U16 Milli takımımız şu sıralar İzmir’imizde… Her yıl 8 takım ile düzenlenen Ege Kupası için misafirimizler… Bu yıl ki turnuvaya Yunanistan, Azerbaycan, Kosova, Arnavutluk, Rusya, Moldova ve Karadağ U16 Millileri konuk oldular. 1999 yılında Bora Öztürk turnuvası olarak U14 Milliler düzeyinde başlayan ve günümüze gelene kadar turnuva, bir ara U17’ler için de yapılmıştı. 2004 yılından beri U16 Milli Takımları mücadele ediyor Ege Turnuvasında… Bugüne kadar en fazla şampiyonluğu elde eden Millilerimiz bugün de finaldeler… Maçı canlı gözlerle izlemek isteyenler Torbalı’daki Altınordu Metin Oktay yerleşkesine gidebilirler. Maçın başlama saati 15.00… Rakip ise son turnuvada, finalde bize karşı kazanan Yunanistan…

***

Bir başka alt yapı ligleri de bugün start alıyor. Benim izlemekten son derece haz aldığım U12 ligleri… 2006, 2007 ve 2008 doğumlu çocuklarımızın forma giydiği müsabakalar müthiş enstantanelere sahne oluyorlar.
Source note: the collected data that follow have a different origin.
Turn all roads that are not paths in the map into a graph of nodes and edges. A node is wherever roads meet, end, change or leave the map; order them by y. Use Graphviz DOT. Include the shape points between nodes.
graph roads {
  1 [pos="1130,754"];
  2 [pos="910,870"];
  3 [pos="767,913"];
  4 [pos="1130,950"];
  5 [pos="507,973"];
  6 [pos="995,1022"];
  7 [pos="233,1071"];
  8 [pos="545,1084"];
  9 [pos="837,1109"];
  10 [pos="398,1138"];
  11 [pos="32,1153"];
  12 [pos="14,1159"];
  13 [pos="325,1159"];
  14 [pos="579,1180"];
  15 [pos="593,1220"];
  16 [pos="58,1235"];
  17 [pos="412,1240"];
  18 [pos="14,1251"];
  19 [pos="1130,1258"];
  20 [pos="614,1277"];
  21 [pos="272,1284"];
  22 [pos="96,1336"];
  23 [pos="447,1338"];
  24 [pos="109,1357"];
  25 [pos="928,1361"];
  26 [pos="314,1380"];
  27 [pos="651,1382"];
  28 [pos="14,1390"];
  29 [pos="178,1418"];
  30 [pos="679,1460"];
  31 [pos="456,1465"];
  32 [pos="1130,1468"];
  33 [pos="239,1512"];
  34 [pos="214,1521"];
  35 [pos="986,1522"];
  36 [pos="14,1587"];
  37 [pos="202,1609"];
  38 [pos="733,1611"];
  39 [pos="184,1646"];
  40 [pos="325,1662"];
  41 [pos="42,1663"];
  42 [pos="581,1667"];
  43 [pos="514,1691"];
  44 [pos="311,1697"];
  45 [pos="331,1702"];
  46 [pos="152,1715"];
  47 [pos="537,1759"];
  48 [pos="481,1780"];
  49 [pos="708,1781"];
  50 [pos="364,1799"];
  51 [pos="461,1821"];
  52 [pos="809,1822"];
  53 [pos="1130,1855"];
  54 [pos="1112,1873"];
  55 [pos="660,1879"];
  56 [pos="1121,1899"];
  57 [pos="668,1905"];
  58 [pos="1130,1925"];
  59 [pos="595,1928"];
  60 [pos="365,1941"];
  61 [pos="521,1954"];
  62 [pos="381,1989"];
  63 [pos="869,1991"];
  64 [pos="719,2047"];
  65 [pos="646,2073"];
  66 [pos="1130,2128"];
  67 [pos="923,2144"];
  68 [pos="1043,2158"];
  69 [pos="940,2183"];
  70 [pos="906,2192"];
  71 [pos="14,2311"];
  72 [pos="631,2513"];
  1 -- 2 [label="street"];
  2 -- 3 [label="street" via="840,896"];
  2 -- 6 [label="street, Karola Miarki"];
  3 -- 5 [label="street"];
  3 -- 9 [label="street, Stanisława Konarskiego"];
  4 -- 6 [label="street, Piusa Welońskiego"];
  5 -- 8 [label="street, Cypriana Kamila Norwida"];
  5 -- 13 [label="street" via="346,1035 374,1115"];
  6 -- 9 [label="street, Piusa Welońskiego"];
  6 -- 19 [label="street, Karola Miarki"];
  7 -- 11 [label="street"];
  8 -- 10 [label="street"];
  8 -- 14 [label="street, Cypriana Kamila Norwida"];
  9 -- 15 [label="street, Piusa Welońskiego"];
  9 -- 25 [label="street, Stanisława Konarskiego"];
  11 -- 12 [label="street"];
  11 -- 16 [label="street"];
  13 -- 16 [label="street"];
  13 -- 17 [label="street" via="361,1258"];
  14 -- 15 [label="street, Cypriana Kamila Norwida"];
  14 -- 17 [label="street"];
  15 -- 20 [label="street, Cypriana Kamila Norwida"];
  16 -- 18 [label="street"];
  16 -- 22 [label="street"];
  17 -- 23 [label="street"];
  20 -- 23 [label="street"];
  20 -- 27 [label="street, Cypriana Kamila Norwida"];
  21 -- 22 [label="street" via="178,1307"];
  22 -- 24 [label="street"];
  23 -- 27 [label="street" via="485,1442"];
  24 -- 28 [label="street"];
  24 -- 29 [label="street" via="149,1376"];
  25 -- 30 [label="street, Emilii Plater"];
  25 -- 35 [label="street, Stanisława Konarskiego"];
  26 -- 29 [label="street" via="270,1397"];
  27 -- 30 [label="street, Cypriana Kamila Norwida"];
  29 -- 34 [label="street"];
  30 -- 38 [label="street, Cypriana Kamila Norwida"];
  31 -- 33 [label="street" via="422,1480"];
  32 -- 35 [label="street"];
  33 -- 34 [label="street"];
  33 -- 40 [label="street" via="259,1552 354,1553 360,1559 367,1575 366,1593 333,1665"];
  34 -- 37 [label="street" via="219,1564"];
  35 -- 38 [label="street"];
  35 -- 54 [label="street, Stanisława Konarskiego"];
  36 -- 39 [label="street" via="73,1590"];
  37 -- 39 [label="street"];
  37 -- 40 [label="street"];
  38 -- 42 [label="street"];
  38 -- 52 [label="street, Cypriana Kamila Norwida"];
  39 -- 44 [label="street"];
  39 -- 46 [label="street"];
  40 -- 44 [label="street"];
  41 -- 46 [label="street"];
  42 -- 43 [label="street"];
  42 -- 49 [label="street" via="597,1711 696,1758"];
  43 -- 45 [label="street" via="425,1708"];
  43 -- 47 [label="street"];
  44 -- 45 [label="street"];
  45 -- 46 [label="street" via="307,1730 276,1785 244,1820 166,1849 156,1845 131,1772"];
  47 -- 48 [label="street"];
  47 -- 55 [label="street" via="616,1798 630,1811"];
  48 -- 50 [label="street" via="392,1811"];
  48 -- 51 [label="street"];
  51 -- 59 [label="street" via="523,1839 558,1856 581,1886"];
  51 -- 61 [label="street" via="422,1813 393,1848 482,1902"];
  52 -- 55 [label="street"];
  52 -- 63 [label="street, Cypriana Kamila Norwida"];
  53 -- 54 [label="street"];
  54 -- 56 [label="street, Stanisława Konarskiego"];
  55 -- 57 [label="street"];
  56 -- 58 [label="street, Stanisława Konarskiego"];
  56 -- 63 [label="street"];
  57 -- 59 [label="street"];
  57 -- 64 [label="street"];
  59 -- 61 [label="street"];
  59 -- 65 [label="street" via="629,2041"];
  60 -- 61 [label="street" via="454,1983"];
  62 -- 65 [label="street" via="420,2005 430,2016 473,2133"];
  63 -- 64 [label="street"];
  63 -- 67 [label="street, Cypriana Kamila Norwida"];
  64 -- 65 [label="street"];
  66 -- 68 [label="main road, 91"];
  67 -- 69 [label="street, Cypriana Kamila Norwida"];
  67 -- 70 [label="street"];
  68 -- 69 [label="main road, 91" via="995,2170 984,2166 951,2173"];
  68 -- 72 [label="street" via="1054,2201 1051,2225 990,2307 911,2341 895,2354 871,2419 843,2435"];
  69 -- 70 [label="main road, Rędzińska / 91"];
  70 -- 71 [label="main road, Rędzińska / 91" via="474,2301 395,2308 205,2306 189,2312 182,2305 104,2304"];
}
U12’lerin maç programlarına www.izmiraskf.com web adresinden ulaşabilirsiniz.
Ancak izlerken asla, ama asla unutmamamız gereken çok önemli bir şey var; kestiğimiz ahkâmı dışa vurmamak! Yani tribünden, tel örgüden, kale arkasından saha içerisindeki çocuklara bağırmamak! Onları yönlendirmeye çalışmamak! İlla ki dayanamıyor ve antrenörlük yapmak istiyorsak, kimsenin hiçbir işine yaramayacak antrenörlüğü içimizden yapmak! Yanımızdaki dışarıdan antrenörlük yapan anne-babaları uyarmak! Özellikle hakemi kararlarından dolayı eleştirmemek!
Ağacın yaşken eğildiğini, Türk futbolunun sağlıklı geleceğinin bugünkü U11, U12, U13 ve diğer altyapılarda gizli olduğunu unutmadan… İyi seyirler…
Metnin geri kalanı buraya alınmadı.